Publicado em 22/05/2020 às 19:56 - Atualizado em 22/05/2020 às 21:09


Créditos: Kélen Bardini Baixar Imagem

O modelo 10-4, medida proposta por pesquisadores israelenses para a reabertura da economia durante a pandemia do novo coronavírus, foi tema de videoconferência realizada na manhã desta sexta-feira (22), da qual participaram o secretário de Desenvolvimento Econômico, Giovani Bernardo, o diretor-presidente da Fundação Municipal de Saúde, Daisson Trevisol, além de servidores das áreas de Gestão e Saúde e representantes da empresa de consultoria Provide. 

 

Na conferência online, os pesquisadores do Instituto Weizmann, Ron Milo e Eran Yashi apresentaram detalhes do modelo matemático que propõe que as pessoas trabalhem em ciclos de duas semanas, com 10 dias de quarentena e quatro no trabalho ou escola.
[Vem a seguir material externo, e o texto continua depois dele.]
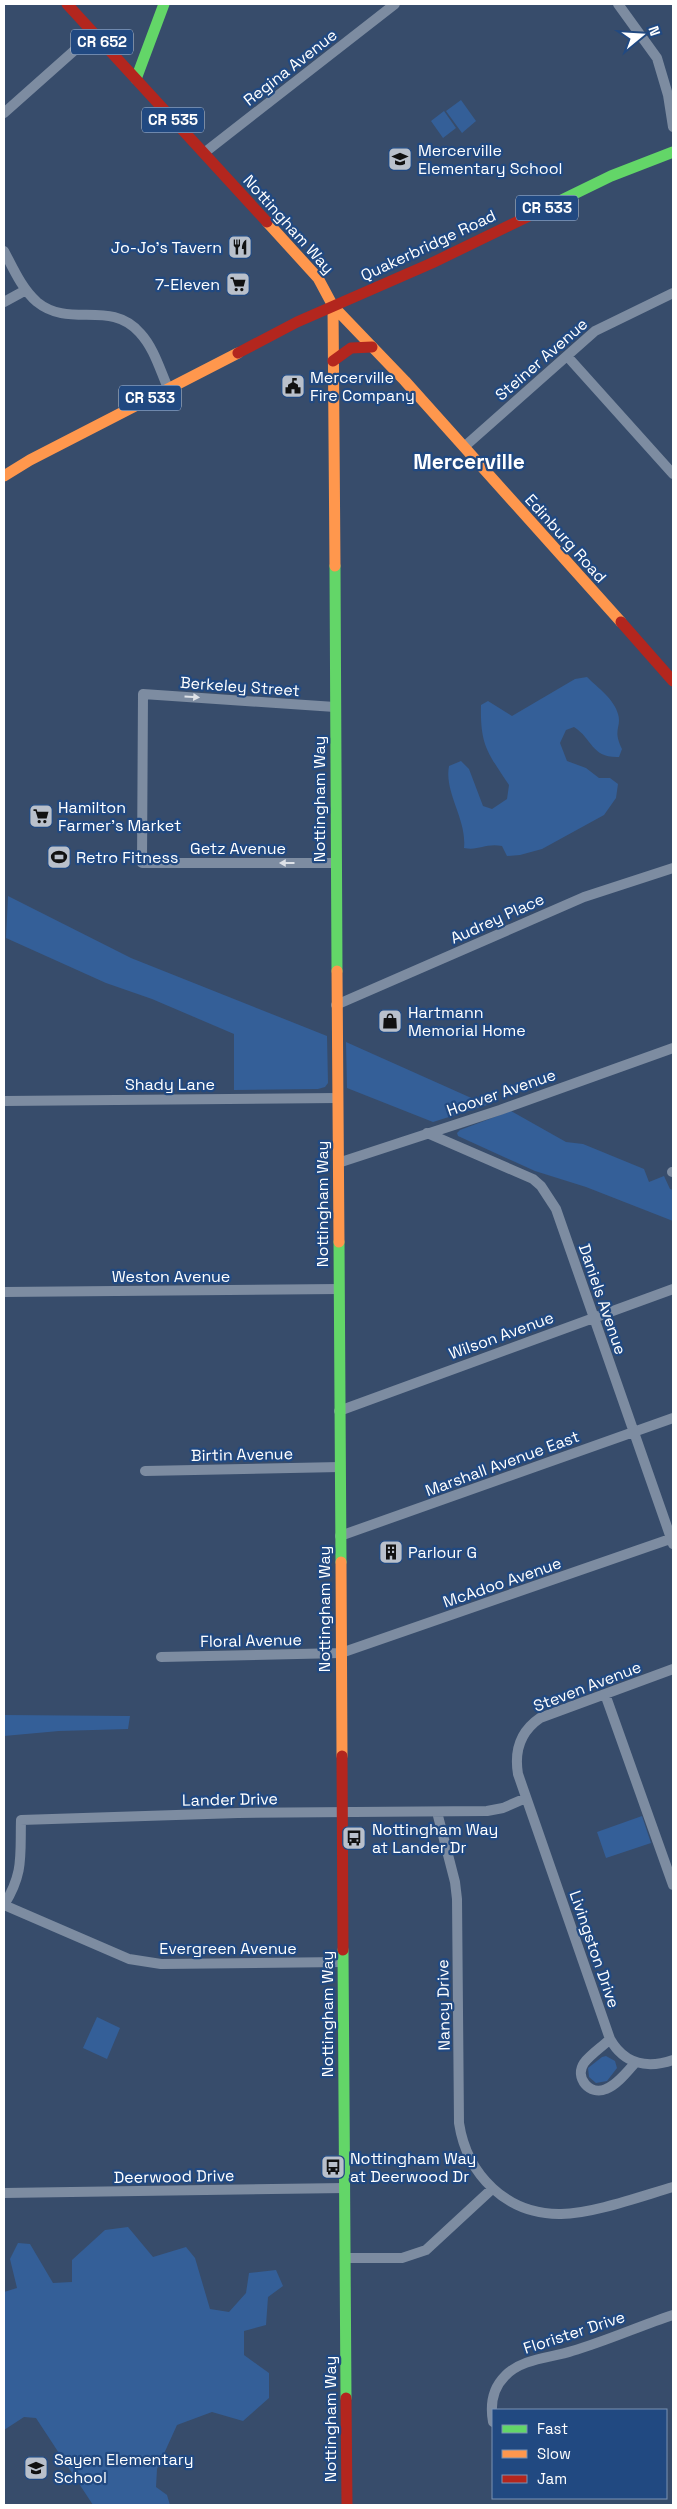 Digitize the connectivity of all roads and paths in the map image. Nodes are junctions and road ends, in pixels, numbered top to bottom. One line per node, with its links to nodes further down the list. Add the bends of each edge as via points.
1 (68, 4): 5 (street, Nottingham Way / CR 652)
2 (164, 4): 6 (street)
3 (395, 4): 10 (street, Regina Avenue)
4 (618, 4): 8 (street, via 657,58 668,94)
5 (94, 33): 6 (street, Nottingham Way / CR 652); 7 (street)
6 (136, 79): 10 (street, Nottingham Way / CR 535)
7 (4, 113)
8 (673, 127)
9 (673, 152): 15 (street, Quakerbridge Road / CR 533, via 611,176 432,263)
10 (204, 153): 15 (street, Nottingham Way / CR 535, via 318,278)
11 (4, 251): 12 (street)
12 (26, 290): 14 (street); 19 (street, via 45,308 57,313 108,315 130,324 146,341)
13 (673, 293): 17 (street, Steiner Avenue, via 595,331)
14 (4, 302)
15 (333, 306): 16 (street, Edinburg Road / CR 535); 18 (street, Nottingham Way); 19 (street, CR 533)
16 (372, 347): 18 (street, via 356,345); 20 (street, Edinburg Road / CR 535)
17 (567, 356): 20 (street, Steiner Avenue); 21 (street)
18 (333, 360): 24 (street, Nottingham Way)
19 (168, 388): 22 (street, CR 533)
20 (464, 447): 23 (street, Edinburg Road / CR 535)
21 (673, 474)
22 (4, 476)
23 (673, 681)
24 (335, 707): 25 (street, Nottingham Way); 26 (street, Berkeley Street, one-way to 24, via 143,694)
25 (336, 863): 26 (street, Getz Avenue, one-way to 26); 28 (street, Nottingham Way)
26 (142, 864)
27 (673, 868): 28 (street, Audrey Place, via 584,897)
28 (336, 1005): 30 (street, Nottingham Way)
29 (673, 1048): 32 (street, Hoover Avenue)
30 (337, 1098): 31 (street, Shady Lane); 33 (street, Nottingham Way)
31 (4, 1101)
32 (427, 1133): 33 (street, Hoover Avenue); 37 (street, Daniels Avenue, via 533,1179 541,1186 556,1209)
33 (338, 1163): 34 (street, Nottingham Way)
34 (338, 1289): 36 (street, Weston Avenue); 38 (street, Nottingham Way)
35 (673, 1289): 37 (street, Wilson Avenue)
36 (4, 1292)
37 (593, 1317): 38 (street, Wilson Avenue); 40 (street, Daniels Avenue)
38 (339, 1411): 41 (street, Nottingham Way)
39 (673, 1418): 40 (street, Marshall Avenue East)
40 (634, 1432): 43 (street, Marshall Avenue East); 44 (street, Daniels Avenue)
41 (340, 1467): 42 (street, Birtin Avenue); 43 (street, Nottingham Way)
42 (144, 1470)
43 (340, 1536): 45 (street, Nottingham Way)
44 (673, 1540): 45 (street, McAdoo Avenue)
45 (341, 1653): 46 (street, Floral Avenue); 51 (street, Nottingham Way)
46 (161, 1657)
47 (673, 1669): 48 (street, Steven Avenue)
48 (605, 1694): 49 (street, Steven Avenue, via 540,1718 526,1731 516,1761); 52 (street)
49 (526, 1798): 50 (street, Lander Drive, via 487,1811); 55 (street, Livingston Drive)
50 (436, 1812): 51 (street, Lander Drive); 60 (street, Nancy Drive, via 457,1898 460,2130 473,2166)
51 (342, 1813): 53 (street, Lander Drive, via 21,1820 19,1874); 54 (street, Nottingham Way)
52 (673, 1885)
53 (4, 1905): 54 (street, Evergreen Avenue, via 146,1963)
54 (343, 1962): 59 (street, Nottingham Way)
55 (610, 2039): 57 (street, Livingston Drive, via 620,2054); 57 (street, via 585,2062 581,2069 584,2083 592,2090 606,2090)
56 (673, 2060): 57 (street)
57 (635, 2064)
58 (673, 2187): 60 (street, Nancy Drive, via 562,2214 517,2206)
59 (345, 2188): 61 (street, Deerwood Drive); 62 (street, Nottingham Way)
60 (492, 2190): 62 (street, via 426,2250 402,2258)
61 (4, 2193)
62 (345, 2258): 65 (street, Nottingham Way)
63 (673, 2315): 64 (street, Florister Drive, via 572,2352 522,2364 505,2376 494,2394)
64 (492, 2409)
65 (347, 2505) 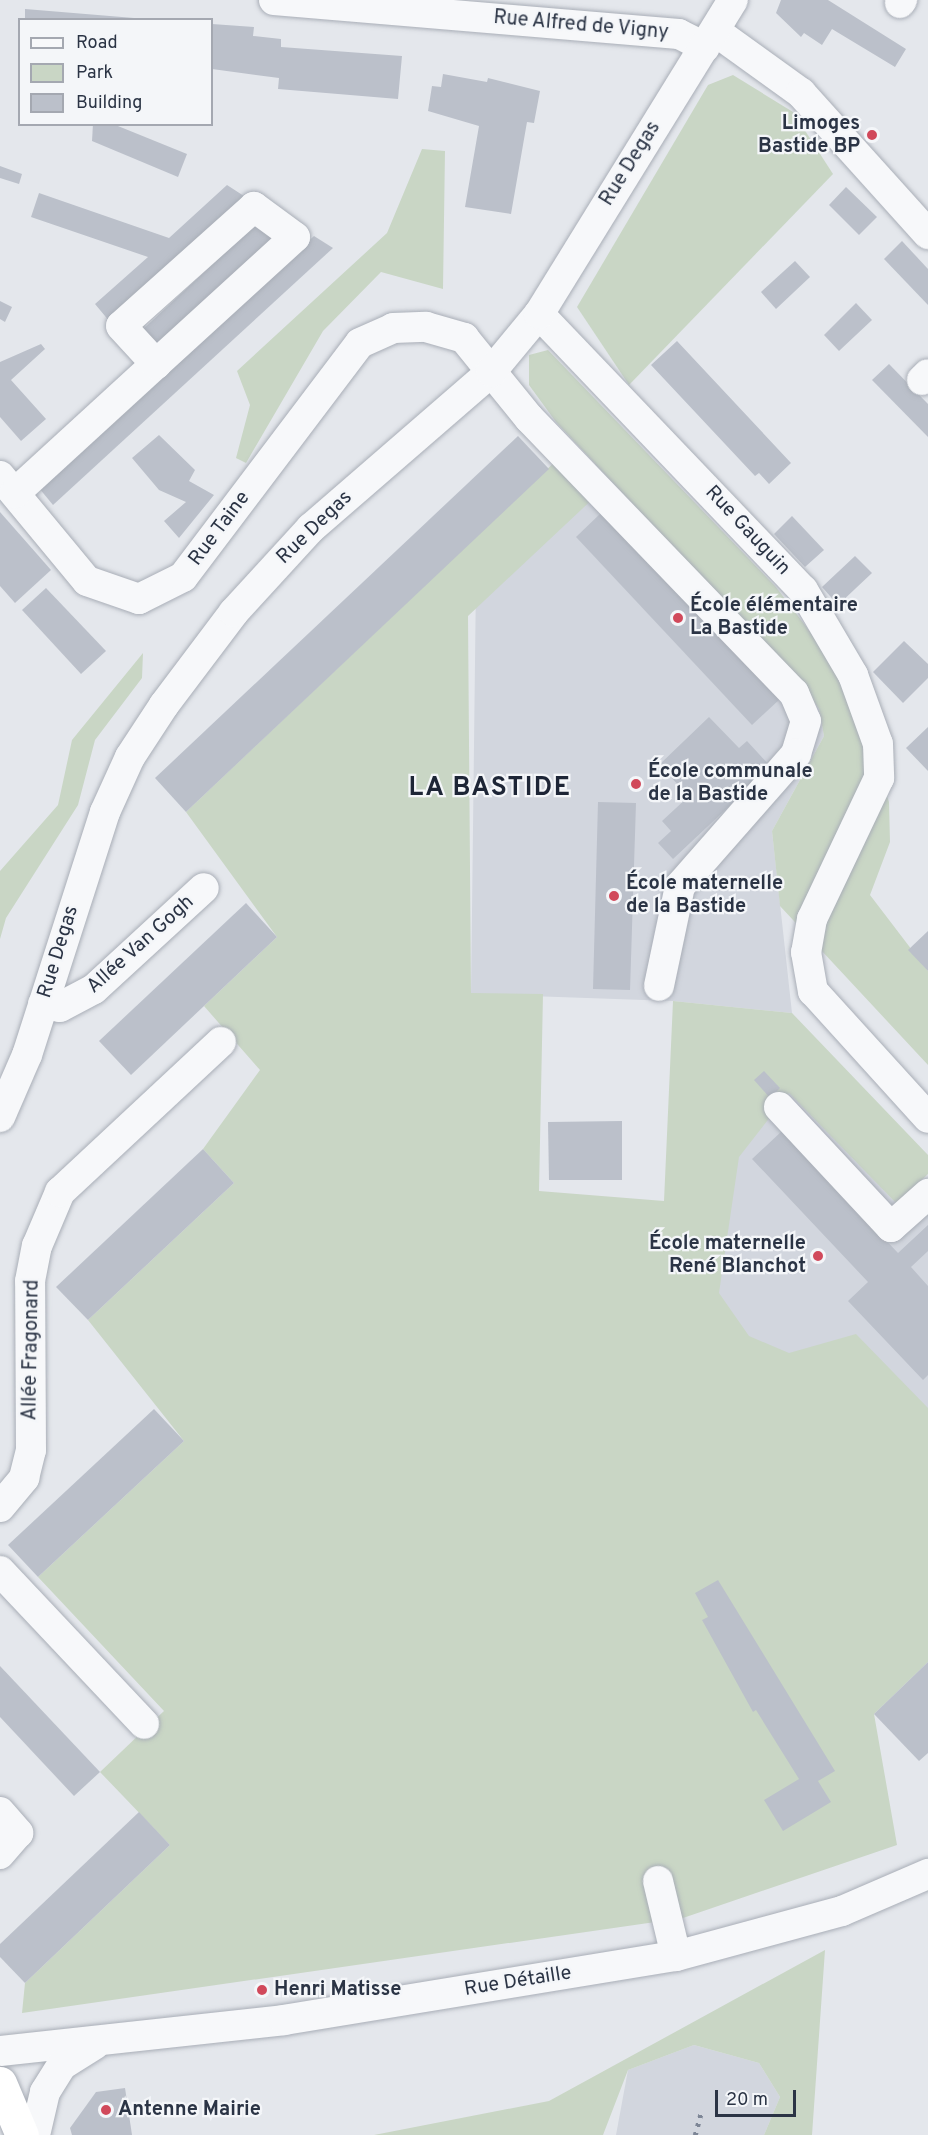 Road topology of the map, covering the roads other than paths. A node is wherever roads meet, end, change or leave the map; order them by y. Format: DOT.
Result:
graph roads {
  1 [pos="274,0"];
  2 [pos="733,0"];
  3 [pos="556,12"];
  4 [pos="710,39"];
  5 [pos="928,234"];
  6 [pos="539,314"];
  7 [pos="156,364"];
  8 [pos="491,372"];
  9 [pos="7,484"];
  10 [pos="204,888"];
  11 [pos="659,986"];
  12 [pos="43,1004"];
  13 [pos="221,1042"];
  14 [pos="779,1107"];
  15 [pos="0,1117"];
  16 [pos="928,1118"];
  17 [pos="928,1194"];
  18 [pos="0,1508"];
  19 [pos="0,1571"];
  20 [pos="144,1724"];
  21 [pos="0,1812"];
  22 [pos="0,1854"];
  23 [pos="928,1874"];
  24 [pos="658,1881"];
  25 [pos="676,1956"];
  26 [pos="96,2043"];
  27 [pos="0,2050"];
  28 [pos="0,2083"];
  29 [pos="22,2135"];
  30 [pos="36,2135"];
  1 -- 3 [label="street, Rue Alfred de Vigny"];
  2 -- 4 [label="street, Rue Degas"];
  3 -- 4 [label="street, Rue Alfred de Vigny"];
  4 -- 5 [label="street, Rue Alfred de Vigny"];
  4 -- 6 [label="street, Rue Degas"];
  6 -- 8 [label="street, Rue Degas"];
  6 -- 16 [label="street, Rue Gauguin"];
  7 -- 7 [label="street"];
  7 -- 9 [label="street"];
  8 -- 9 [label="street, Rue Taine"];
  8 -- 11 [label="street, Rue Taine"];
  8 -- 12 [label="street, Rue Degas"];
  10 -- 12 [label="street, Allée Van Gogh"];
  12 -- 15 [label="street, Rue Degas"];
  13 -- 18 [label="street, Allée Fragonard"];
  14 -- 17 [label="street"];
  19 -- 20 [label="street"];
  21 -- 22 [label="street"];
  23 -- 25 [label="street, Rue Détaille"];
  24 -- 25 [label="street"];
  25 -- 26 [label="street, Rue Détaille"];
  26 -- 27 [label="street, Rue Détaille"];
  26 -- 30 [label="street, Rue Détaille"];
  28 -- 29 [label="highway"];
}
Segundo os pesquisadores, este modelo combinado com outras medidas, como distanciamento social, é o mais indicado para que os governos possam reabrir a economia sem pôr em risco as iniciativas praticadas para controlar a contaminação pelo novo coronavírus.

 


O modelo apresentado pelos pesquisadores será agora avaliado, como destaca o secretário de Desenvolvimento Econômico, Giovani Bernardo. “É uma proposta que vamos analisar, para verificarmos se é viável de ser aplicada em nossa cidade, no caso de necessidade, se houver evolução dos números de casos, que exijam um novo tipo de controle por parte do município em relação à circulação de pessoas. É um modelo que podemos considerar ou adaptar para nossa realidade”, explica.

 


O diretor-presidente da Fundação Municipal de Saúde, Daisson Trevisol salienta que, de fato, é necessário avaliar melhor a proposta, mas acredita que o modelo é bastante interessante. “Eles fizeram um estudo e propõem um rodízio das atividades que vale ser estudado. Felizmente, neste momento não precisamos, mas, se em algum momento for necessário tomar alguma atitude, é importante termos uma saída viável para que tenhamos a continuidade da economia, ao mesmo tempo em que seja possível garantir a saúde e evitar a disseminação do contágio”, frisa.